4) O enigma político. O segundo semestre será marcado pelos dois turnos das eleições para presidente e governadores. Se no quadro para governadores as perspectivas começam a ser melhor desenhadas, no cenário presidencial se torna cada vez mais obscuro e preocupante. A polarização que se desenha do candidato mais radical à direita e o que possa ser herdeiro do pensamento mais à esquerda, ante a ausência de uma definição mais equilibrada, liberal e progressista de centro, coloca o país, especialmente o setor empresarial, preocupado e cauteloso, postergando investimentos e contratação de funcionários para novos projetos. Quando não buscando outros mercados para novos investimentos ante a indefinição e as perspectivas locais.

Acreditamos anteriormente que estaríamos vivendo um descasamento crescente entre a política e o mundo real, mas as perspectivas sombrias de curto prazo fizeram recrusdecer as preocupações e a cautela nos investimentos têm sido marcante ante a polarização desenhada e promovida como está, postergando a recuperação do emprego e do mercado.

5) Crédito ao consumo caro e escasso. Nesse capítulo nada deve mudar. É o mesmo cenário que tivemos nos últimos cinco anos, reflexo de um comportamento cauteloso e a excessiva concentração do setor financeiro no Brasil. Apesar de tentativas tíbias do Banco Central de atuar pela redução da concentração, no curto prazo nada deverá se alterar no cenário onde os cinco maiores bancos do país representam 82% da atividade financeira total.

Tal cenário leva a uma timidez flagrante na oferta de crédito ao consumo, mesmo num quadro onde a inadimplência e o comprometimento da renda das famílias com dívidas estão nos menores patamares dos últimos, pelo menos, oito anos.

Não será por esse vetor que poderemos ter qualquer novidade neste segundo semestre. Ao contrário, a indefinição do quadro político pode até agravar a oferta de crédito ao consumo.

6) Massa salarial estável e sem crescimento real. Emprego e renda não crescerão no período, apesar de ser um período eleitoral, tradicionalmente gerador de emprego, ao menos por conta de investimento público. O quadro de incerteza afetando o setor privado e mais, as dificuldades para equilibrar as contas públicas não contribuirão para o aumento do emprego e da renda no período, o que determinará, conjugado com a baixa oferta de crédito, um quadro de menor potencial e propensão para consumo.

7) Quadro cambial pode afetar o comportamento da inflação.

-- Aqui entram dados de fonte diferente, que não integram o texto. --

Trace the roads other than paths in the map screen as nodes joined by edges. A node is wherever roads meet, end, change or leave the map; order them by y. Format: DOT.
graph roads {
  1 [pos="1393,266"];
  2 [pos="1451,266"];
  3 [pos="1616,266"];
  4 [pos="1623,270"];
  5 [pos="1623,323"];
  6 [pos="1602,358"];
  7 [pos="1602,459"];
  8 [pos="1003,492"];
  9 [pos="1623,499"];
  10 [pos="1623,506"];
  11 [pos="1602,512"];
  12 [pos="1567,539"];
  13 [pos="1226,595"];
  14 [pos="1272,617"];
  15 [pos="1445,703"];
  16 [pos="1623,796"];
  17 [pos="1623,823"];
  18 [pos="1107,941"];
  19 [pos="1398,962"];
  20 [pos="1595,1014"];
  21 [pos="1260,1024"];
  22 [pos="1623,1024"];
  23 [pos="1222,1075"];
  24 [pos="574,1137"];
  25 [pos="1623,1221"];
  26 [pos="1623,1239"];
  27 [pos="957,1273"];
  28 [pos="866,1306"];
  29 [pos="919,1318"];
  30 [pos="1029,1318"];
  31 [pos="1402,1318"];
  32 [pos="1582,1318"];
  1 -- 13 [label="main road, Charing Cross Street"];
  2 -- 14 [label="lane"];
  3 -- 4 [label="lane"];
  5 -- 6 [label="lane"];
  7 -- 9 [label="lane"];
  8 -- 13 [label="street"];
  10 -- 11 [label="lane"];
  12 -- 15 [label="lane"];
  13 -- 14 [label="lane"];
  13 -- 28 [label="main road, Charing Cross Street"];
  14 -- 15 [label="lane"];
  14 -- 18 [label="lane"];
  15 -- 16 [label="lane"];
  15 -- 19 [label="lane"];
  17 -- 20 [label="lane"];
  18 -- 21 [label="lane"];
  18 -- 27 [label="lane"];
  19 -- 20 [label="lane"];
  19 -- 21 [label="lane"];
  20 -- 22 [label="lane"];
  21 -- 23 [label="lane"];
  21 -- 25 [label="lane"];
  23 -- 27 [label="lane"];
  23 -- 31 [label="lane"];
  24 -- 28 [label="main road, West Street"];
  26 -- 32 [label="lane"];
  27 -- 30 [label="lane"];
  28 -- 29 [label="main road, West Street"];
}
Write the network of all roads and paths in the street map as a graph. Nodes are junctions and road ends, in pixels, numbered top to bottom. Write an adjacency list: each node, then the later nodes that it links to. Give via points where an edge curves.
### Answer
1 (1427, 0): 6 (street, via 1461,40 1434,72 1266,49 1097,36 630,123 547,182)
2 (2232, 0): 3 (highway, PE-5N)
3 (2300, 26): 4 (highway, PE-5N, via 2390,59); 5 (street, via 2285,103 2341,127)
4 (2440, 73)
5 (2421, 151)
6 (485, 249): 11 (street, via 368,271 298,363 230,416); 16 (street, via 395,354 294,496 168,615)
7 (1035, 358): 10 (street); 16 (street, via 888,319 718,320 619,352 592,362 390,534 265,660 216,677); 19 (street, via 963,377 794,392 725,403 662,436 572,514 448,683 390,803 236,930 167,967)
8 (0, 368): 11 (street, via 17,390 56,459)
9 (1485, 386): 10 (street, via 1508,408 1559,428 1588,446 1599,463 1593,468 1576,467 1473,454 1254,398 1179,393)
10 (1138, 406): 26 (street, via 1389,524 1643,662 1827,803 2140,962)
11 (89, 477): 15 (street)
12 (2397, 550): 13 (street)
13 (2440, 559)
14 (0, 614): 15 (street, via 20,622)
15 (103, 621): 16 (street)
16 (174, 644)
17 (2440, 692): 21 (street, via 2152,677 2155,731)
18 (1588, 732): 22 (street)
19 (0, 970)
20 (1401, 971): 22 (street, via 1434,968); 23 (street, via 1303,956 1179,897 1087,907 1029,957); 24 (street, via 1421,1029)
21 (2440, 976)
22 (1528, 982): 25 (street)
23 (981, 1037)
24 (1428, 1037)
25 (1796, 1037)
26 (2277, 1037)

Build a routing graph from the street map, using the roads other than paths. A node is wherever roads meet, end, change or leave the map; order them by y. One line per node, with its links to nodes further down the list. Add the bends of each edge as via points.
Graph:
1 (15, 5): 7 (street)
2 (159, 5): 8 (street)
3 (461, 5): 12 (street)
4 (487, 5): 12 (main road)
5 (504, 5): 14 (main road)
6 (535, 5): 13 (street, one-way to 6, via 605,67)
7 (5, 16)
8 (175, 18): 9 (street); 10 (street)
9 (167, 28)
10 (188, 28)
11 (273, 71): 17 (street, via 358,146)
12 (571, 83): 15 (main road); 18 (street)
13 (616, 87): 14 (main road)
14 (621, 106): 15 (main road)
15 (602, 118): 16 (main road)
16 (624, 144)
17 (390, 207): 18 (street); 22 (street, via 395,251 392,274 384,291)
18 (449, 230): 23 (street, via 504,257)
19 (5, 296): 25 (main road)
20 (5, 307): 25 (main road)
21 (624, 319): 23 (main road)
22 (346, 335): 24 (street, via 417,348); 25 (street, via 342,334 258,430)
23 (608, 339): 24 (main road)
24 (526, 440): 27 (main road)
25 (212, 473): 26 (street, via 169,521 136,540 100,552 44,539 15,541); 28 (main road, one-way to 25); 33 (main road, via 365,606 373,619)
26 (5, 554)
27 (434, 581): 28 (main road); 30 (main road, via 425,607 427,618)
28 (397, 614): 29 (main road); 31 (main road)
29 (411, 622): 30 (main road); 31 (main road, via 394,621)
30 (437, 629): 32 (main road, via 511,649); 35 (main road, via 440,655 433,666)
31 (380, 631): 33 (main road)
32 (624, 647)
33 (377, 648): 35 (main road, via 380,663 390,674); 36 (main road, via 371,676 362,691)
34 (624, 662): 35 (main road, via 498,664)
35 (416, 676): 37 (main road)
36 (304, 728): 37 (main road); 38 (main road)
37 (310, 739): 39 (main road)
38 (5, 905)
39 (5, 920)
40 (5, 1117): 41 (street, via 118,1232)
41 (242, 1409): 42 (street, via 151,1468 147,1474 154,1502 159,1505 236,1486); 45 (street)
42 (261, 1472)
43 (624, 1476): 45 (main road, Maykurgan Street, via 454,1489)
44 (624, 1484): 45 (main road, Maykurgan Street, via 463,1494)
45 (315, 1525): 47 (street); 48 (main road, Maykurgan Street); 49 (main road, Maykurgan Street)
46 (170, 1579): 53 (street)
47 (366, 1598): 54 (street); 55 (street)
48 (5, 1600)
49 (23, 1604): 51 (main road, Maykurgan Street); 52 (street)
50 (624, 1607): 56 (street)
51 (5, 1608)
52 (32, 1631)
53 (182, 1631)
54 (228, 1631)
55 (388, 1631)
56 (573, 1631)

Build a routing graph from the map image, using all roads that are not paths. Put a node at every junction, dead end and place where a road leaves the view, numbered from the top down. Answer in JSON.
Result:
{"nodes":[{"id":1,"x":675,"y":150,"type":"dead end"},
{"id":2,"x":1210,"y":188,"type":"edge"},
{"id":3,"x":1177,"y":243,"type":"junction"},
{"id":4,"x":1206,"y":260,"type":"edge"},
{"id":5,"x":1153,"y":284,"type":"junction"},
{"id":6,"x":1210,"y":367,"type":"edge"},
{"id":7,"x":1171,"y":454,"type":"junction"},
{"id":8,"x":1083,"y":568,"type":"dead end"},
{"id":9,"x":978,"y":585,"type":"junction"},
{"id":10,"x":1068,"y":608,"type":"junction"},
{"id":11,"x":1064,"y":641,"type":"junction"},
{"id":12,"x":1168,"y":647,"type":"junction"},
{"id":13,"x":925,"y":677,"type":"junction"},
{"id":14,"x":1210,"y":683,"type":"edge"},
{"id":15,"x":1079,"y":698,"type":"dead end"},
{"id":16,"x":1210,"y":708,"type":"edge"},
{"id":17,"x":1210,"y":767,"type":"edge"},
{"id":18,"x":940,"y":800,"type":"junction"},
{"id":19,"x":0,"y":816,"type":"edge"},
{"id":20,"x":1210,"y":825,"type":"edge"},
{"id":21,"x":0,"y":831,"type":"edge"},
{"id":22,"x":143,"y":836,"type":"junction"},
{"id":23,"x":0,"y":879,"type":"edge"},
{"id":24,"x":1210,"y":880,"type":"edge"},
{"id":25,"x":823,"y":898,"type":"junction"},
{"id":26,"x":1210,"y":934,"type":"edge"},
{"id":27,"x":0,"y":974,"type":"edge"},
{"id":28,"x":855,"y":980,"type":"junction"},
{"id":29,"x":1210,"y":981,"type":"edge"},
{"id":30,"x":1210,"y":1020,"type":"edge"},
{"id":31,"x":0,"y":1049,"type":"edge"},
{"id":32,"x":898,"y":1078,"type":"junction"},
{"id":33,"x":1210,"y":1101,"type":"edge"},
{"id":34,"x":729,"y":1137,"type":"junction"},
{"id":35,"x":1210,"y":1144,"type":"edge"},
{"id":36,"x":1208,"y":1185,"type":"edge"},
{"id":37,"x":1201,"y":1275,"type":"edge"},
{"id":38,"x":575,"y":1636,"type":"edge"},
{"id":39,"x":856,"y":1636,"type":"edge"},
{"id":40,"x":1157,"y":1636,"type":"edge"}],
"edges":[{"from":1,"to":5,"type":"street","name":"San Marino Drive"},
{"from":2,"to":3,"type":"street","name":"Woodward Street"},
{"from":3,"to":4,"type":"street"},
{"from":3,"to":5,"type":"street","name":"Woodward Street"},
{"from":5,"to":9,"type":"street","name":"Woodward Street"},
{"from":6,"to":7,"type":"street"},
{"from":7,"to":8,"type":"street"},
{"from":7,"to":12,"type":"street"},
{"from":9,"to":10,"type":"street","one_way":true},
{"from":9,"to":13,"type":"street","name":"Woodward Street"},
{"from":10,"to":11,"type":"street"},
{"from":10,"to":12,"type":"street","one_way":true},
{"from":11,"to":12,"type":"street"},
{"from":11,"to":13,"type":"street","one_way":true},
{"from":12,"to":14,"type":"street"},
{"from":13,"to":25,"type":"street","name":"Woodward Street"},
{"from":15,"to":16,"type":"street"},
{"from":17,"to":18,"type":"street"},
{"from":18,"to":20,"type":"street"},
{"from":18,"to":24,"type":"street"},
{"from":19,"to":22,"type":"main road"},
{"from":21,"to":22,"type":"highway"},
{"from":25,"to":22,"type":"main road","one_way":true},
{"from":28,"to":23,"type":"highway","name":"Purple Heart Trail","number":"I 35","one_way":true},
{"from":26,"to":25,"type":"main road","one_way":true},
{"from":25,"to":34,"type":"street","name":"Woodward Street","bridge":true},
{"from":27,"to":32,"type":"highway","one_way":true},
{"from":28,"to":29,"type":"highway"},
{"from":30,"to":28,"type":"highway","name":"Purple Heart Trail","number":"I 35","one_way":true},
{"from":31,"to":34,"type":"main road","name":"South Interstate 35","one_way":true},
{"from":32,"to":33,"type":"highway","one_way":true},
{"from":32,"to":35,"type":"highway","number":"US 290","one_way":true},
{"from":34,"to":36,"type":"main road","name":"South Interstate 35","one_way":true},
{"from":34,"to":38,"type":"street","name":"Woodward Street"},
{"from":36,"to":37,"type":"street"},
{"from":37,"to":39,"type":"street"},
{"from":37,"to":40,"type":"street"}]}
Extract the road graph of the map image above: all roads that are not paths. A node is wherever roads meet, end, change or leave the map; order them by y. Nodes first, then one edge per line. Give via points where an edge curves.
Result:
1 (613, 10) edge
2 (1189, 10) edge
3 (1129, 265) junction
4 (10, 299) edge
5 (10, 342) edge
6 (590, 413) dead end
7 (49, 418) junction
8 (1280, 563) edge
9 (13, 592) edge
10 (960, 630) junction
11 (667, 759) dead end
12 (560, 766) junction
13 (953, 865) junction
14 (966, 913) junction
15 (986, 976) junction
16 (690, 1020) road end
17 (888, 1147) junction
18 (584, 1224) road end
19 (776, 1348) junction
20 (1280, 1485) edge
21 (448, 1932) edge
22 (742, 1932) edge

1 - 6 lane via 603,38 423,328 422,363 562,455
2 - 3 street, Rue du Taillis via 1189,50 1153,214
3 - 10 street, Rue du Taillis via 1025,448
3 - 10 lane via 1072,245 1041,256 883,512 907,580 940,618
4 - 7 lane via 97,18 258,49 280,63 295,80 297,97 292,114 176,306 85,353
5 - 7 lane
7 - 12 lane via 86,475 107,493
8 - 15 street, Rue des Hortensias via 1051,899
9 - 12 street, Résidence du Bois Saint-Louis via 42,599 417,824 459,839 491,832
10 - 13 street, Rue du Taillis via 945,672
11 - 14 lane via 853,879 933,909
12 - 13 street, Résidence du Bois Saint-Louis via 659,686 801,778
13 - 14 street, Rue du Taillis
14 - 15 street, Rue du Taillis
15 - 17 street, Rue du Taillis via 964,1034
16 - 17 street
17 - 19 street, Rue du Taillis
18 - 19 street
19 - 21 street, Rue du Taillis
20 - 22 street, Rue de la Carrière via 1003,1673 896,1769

O que de mais positivo aconteceu nos últimos semestres no país foi o comportamento declinante da inflação que ensejou uma percepção positiva do consumidor e que impactou sua confiança, especialmente aquela que considera o longo prazo. Com a valorização do dólar nas últimas semanas, que não deverá retroagir por conta de seu vetor estrutural internacional, corremos o risco de um aumento da inflação no componente custos, que teria forte impacto na confiança do consumidor e seu comportamento no consumo e no varejo.

Esses elementos todos tiveram seu comportamento afetado por fatos mais recentes e que anteriormente não devem ter sido considerados nas estimativas realizadas pelas empresas e os negócios.

Este é o momento certo para ajuste de velas e direção para encarar o crescente desafio que é atuar empresarialmente no Brasil.

Se o longo prazo sempre permite manter o olhar no horizonte, no curto e médio prazos, temos que olhar com muito cuidado onde pisamos.

Como o Walmart global descobriu, o Brasil definitivamente não é nem simples e nem fácil, e exige flexibilidade, agilidade e, acima de tudo, muita resiliência.